START Source information
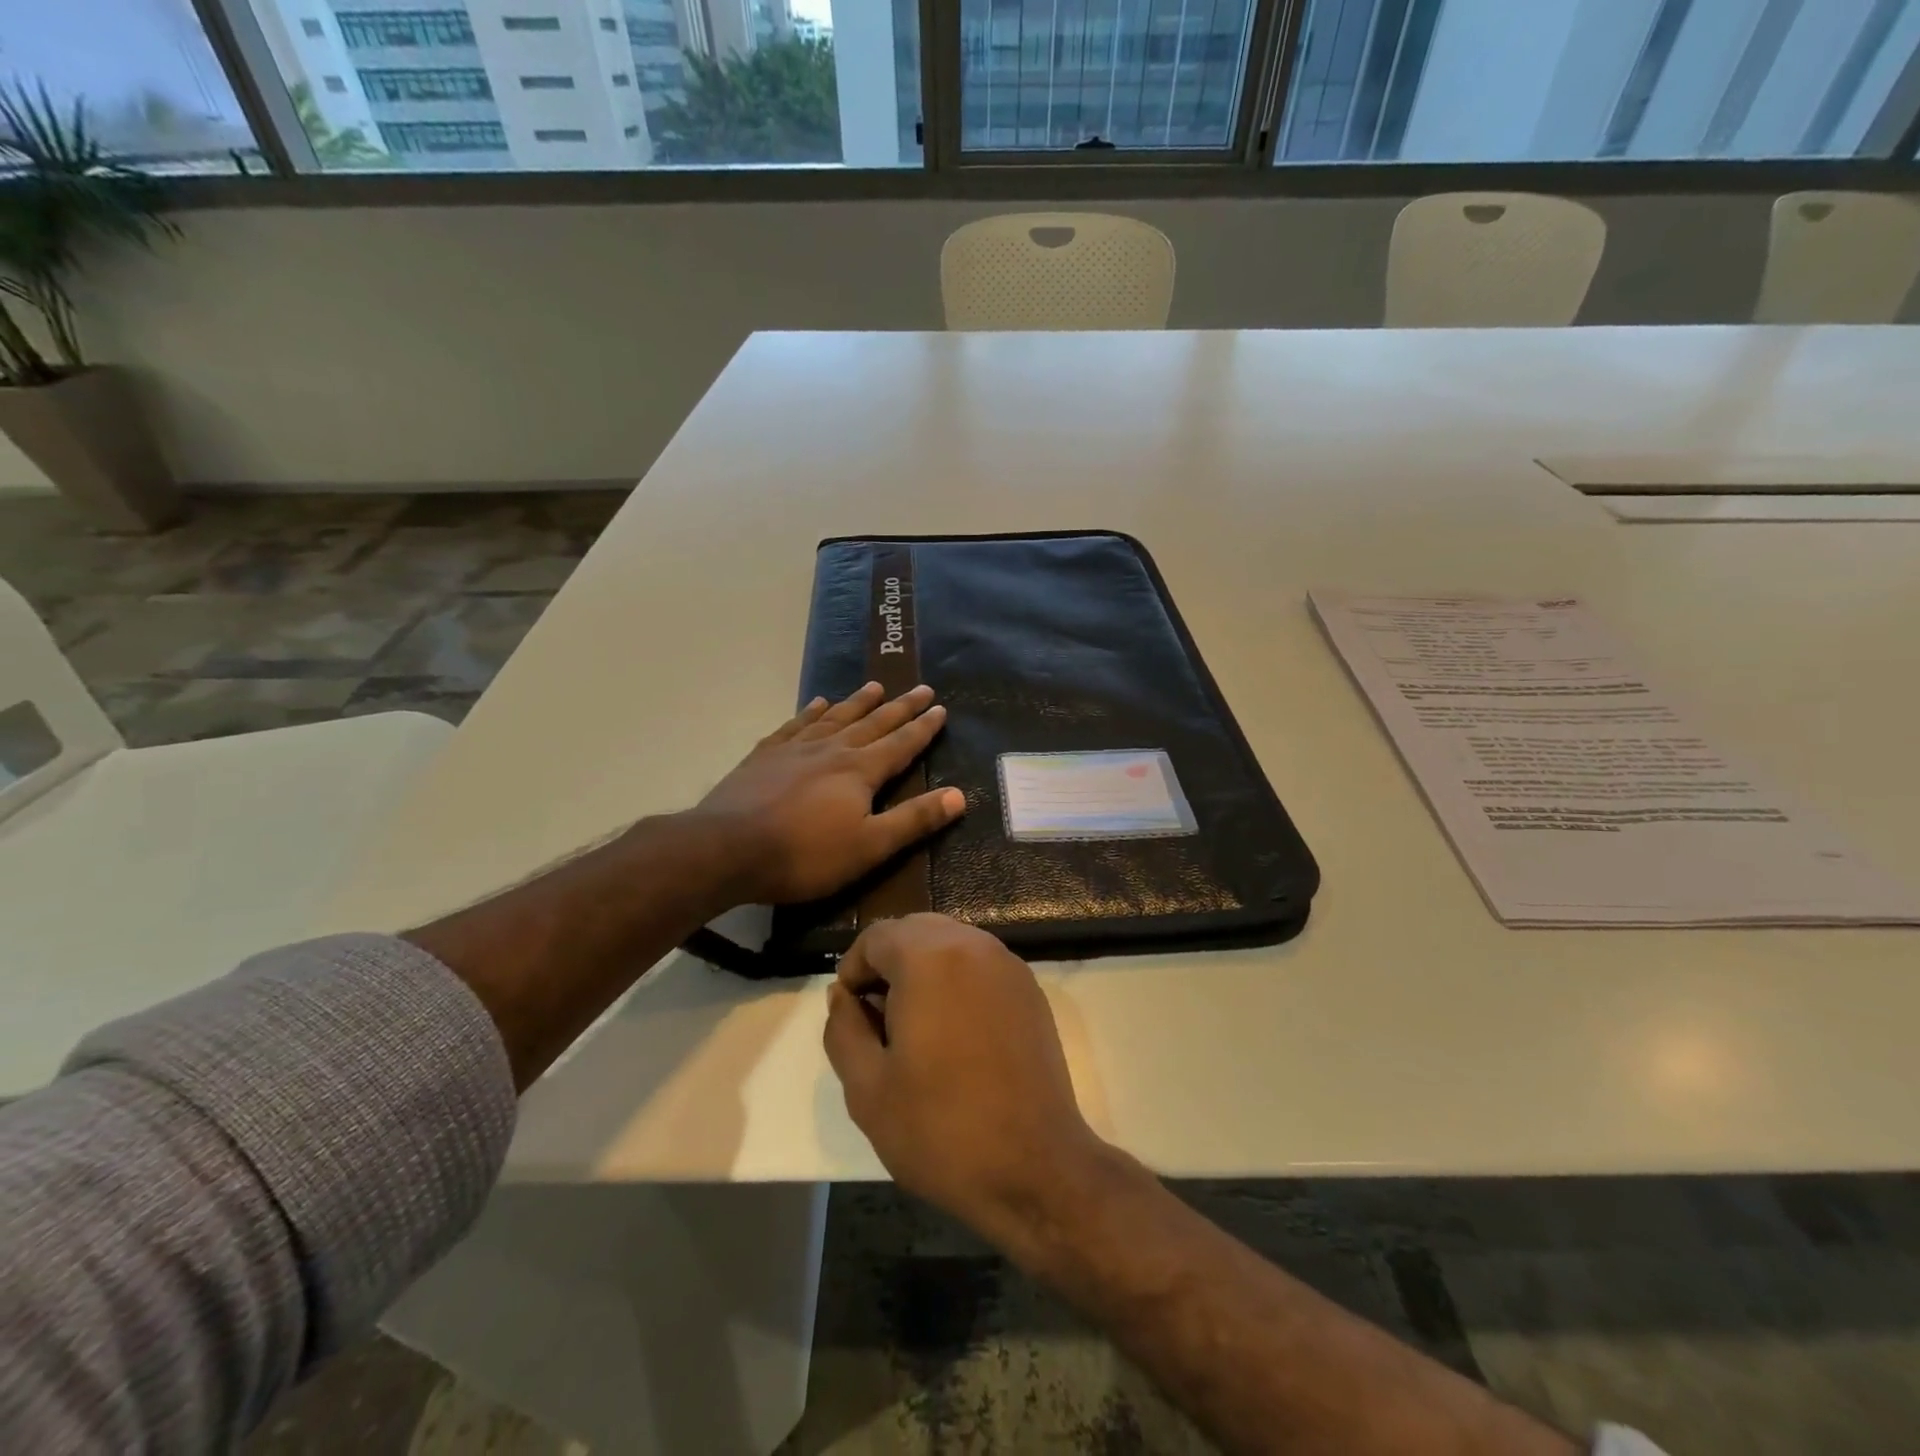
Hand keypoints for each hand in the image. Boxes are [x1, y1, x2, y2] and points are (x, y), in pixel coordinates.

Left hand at [695, 683, 965, 904]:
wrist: (727, 848)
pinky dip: (810, 712)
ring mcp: (796, 748)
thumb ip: (914, 820)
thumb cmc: (804, 854)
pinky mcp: (765, 755)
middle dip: (900, 707)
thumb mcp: (869, 846)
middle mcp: (832, 749)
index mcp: (860, 771)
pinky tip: (817, 703)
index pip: (901, 743)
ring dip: (858, 701)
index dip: (923, 727)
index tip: (940, 708)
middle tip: (920, 687)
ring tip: (875, 685)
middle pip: (873, 722)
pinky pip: (795, 725)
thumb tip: (959, 795)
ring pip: (835, 717)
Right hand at [822, 913, 1109, 1247]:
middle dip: (888, 964)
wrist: (1036, 1169)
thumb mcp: (867, 1088)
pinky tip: (953, 1035)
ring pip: (950, 944)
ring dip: (923, 970)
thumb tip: (843, 995)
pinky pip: (979, 965)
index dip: (853, 969)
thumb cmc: (942, 1129)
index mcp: (930, 958)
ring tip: (914, 1029)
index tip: (850, 1014)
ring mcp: (1009, 966)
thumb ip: (843, 1029)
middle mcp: (974, 945)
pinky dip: (957, 981)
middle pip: (915, 931)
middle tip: (877, 1020)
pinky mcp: (1030, 991)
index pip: (877, 936)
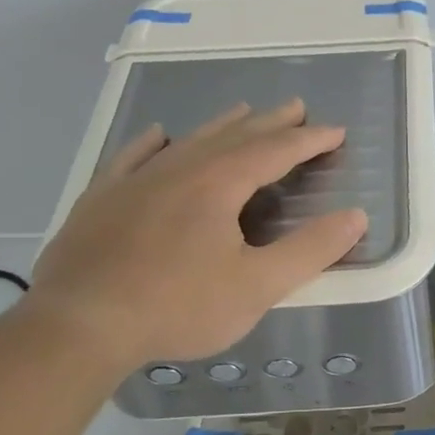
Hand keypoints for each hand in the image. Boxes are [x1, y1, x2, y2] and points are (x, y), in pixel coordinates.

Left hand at [24, 100, 367, 377]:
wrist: (78, 326)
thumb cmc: (177, 306)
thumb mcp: (257, 286)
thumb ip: (310, 250)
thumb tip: (356, 216)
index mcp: (219, 184)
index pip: (275, 151)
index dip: (309, 140)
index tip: (336, 131)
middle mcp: (180, 169)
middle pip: (234, 136)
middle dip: (271, 123)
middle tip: (296, 108)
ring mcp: (135, 181)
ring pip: (189, 141)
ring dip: (222, 125)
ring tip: (243, 111)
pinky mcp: (102, 199)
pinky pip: (133, 157)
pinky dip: (153, 143)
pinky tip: (158, 135)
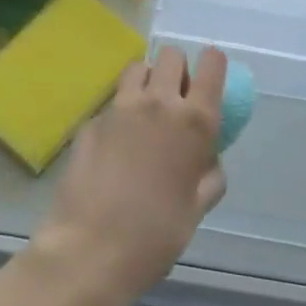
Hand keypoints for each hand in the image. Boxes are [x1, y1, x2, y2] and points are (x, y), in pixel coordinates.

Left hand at [27, 46, 226, 305]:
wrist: (91, 250)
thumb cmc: (157, 235)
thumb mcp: (198, 207)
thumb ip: (209, 173)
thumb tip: (207, 157)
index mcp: (194, 121)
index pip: (212, 63)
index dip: (213, 66)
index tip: (209, 81)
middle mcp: (159, 103)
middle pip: (171, 55)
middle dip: (178, 70)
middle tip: (176, 100)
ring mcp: (120, 108)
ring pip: (138, 67)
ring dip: (147, 80)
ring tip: (145, 111)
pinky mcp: (92, 121)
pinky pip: (113, 102)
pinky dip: (120, 112)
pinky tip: (115, 145)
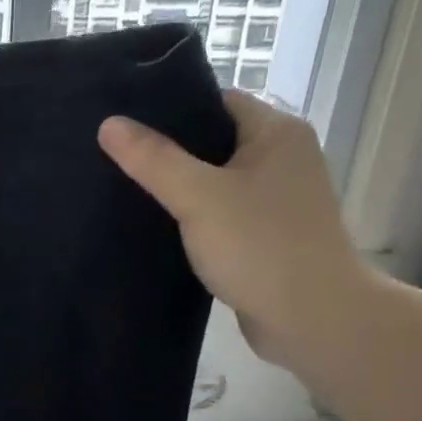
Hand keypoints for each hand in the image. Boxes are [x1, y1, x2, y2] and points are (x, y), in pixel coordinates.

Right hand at [98, 91, 369, 369]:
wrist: (312, 319)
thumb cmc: (260, 246)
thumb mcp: (199, 197)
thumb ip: (154, 160)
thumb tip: (109, 124)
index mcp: (276, 132)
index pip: (216, 102)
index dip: (170, 110)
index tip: (124, 125)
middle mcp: (283, 159)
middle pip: (214, 144)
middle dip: (168, 154)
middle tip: (114, 162)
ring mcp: (277, 202)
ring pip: (216, 185)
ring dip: (179, 193)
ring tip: (126, 195)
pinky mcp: (267, 239)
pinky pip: (221, 218)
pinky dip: (194, 223)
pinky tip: (158, 233)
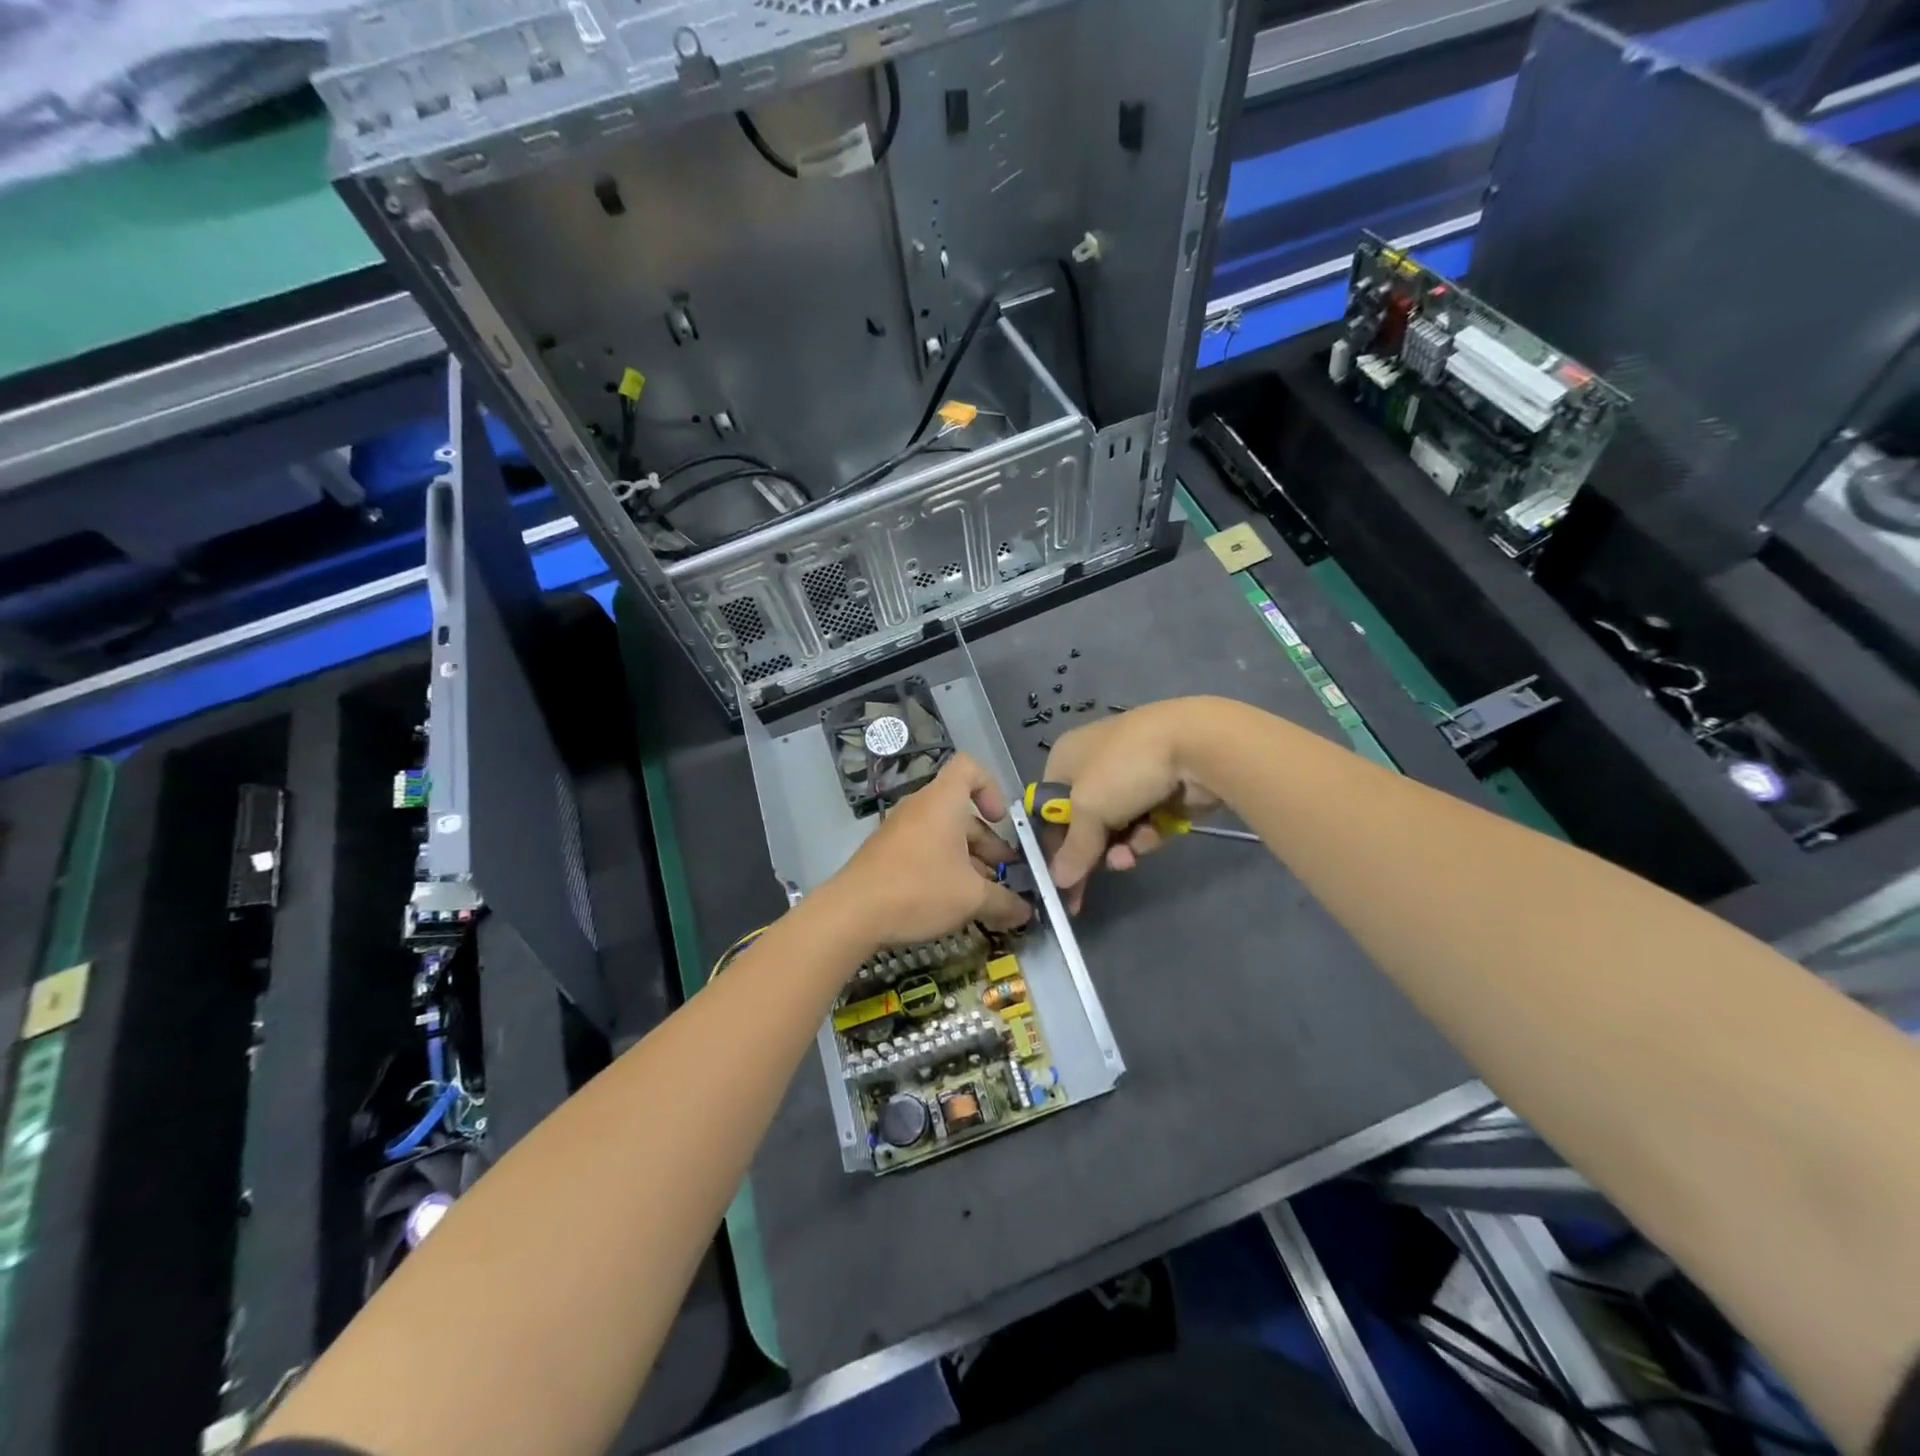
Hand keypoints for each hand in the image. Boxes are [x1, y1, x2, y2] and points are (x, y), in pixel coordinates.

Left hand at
END Source information
Work to be completed:
Go through the listing above and write out exactly the lines starting with the one holding "ring pip: (138, 67)" and running through the one holding "pinky tip: (115, 145)", ends included, and no others.

Output below:
ring pip: (138, 67)
ring dip: (147, 80)
ring tip: (145, 111)
pinky mcp: (92, 121)
pinky pip: (113, 102)
pinky dip: (120, 112)
pinky tip: (115, 145)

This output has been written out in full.